Persistent Ductus Arteriosus: Causes, Symptoms & Treatment

Persistent ductus arteriosus is the term used to describe the postnatal open connection between the aorta and the pulmonary artery. Prompt diagnosis and appropriate therapy prevents complications such as, in the worst case, death of the newborn. If successful and complete occlusion occurs, no further complications are to be expected.

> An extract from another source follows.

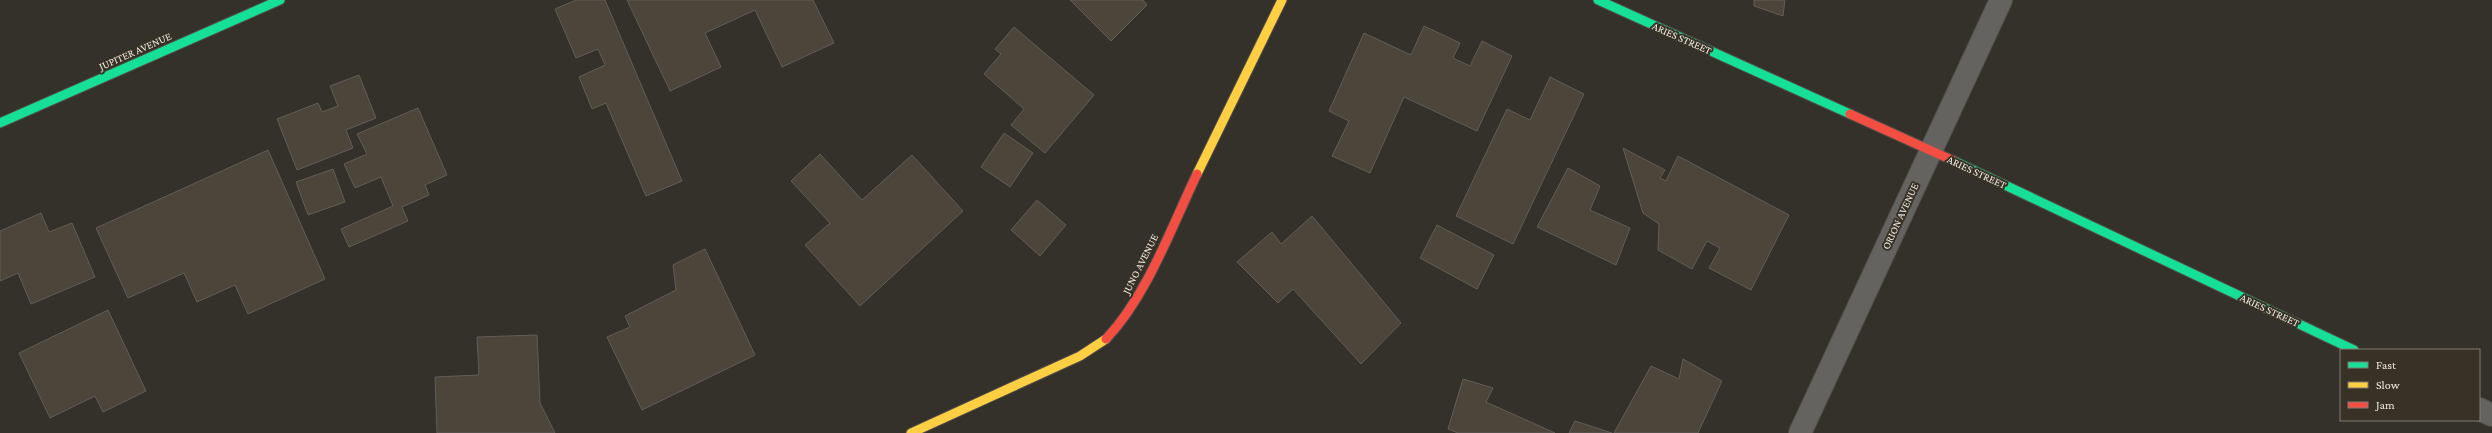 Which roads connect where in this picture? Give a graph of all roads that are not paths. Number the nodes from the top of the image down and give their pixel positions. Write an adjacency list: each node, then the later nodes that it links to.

What is persistent ductus arteriosus?

Persistent ductus arteriosus refers to a heart defect in the newborn child. Prenatally, there is a connection between the aorta and pulmonary artery, bypassing the pulmonary circulation of the unborn child (right-to-left shunt). Normally, a postnatal increase in oxygen in the blood causes contraction and subsequent regression of the connection. This should occur within the first three days after birth. In about 30 percent of all infants born before 31 weeks’ gestation, this is not the case. If the ductus remains open, shunt reversal (left-to-right shunt) occurs. Persistent ductus arteriosus exists when the connection remains open for more than three months after birth. Persistent ductus arteriosus accounts for five to ten percent of all congenital heart defects and often occurs in combination with other heart defects. Female newborns are two to three times more likely to be affected than males.

Causes

The cause of persistent ductus arteriosus is unclear. However, it is shown to occur more frequently in premature infants, especially those with low birth weight, and also in perinatal oxygen deprivation and births at high altitude. Asphyxia, which is an impending asphyxia caused by a drop in oxygen levels while carbon dioxide is retained, can also cause the duct to remain open. Some infants do not spontaneously adjust their breathing to the changed circumstances after birth, which is called respiratory adaptation disorder. Another cause may be chromosomal aberrations such as trisomy 21 or trisomy 18. In the course of rubella embryopathy, in which the rubella virus is transmitted from mother to fetus, the ductus may also remain open. Familial clustering is usually not the case.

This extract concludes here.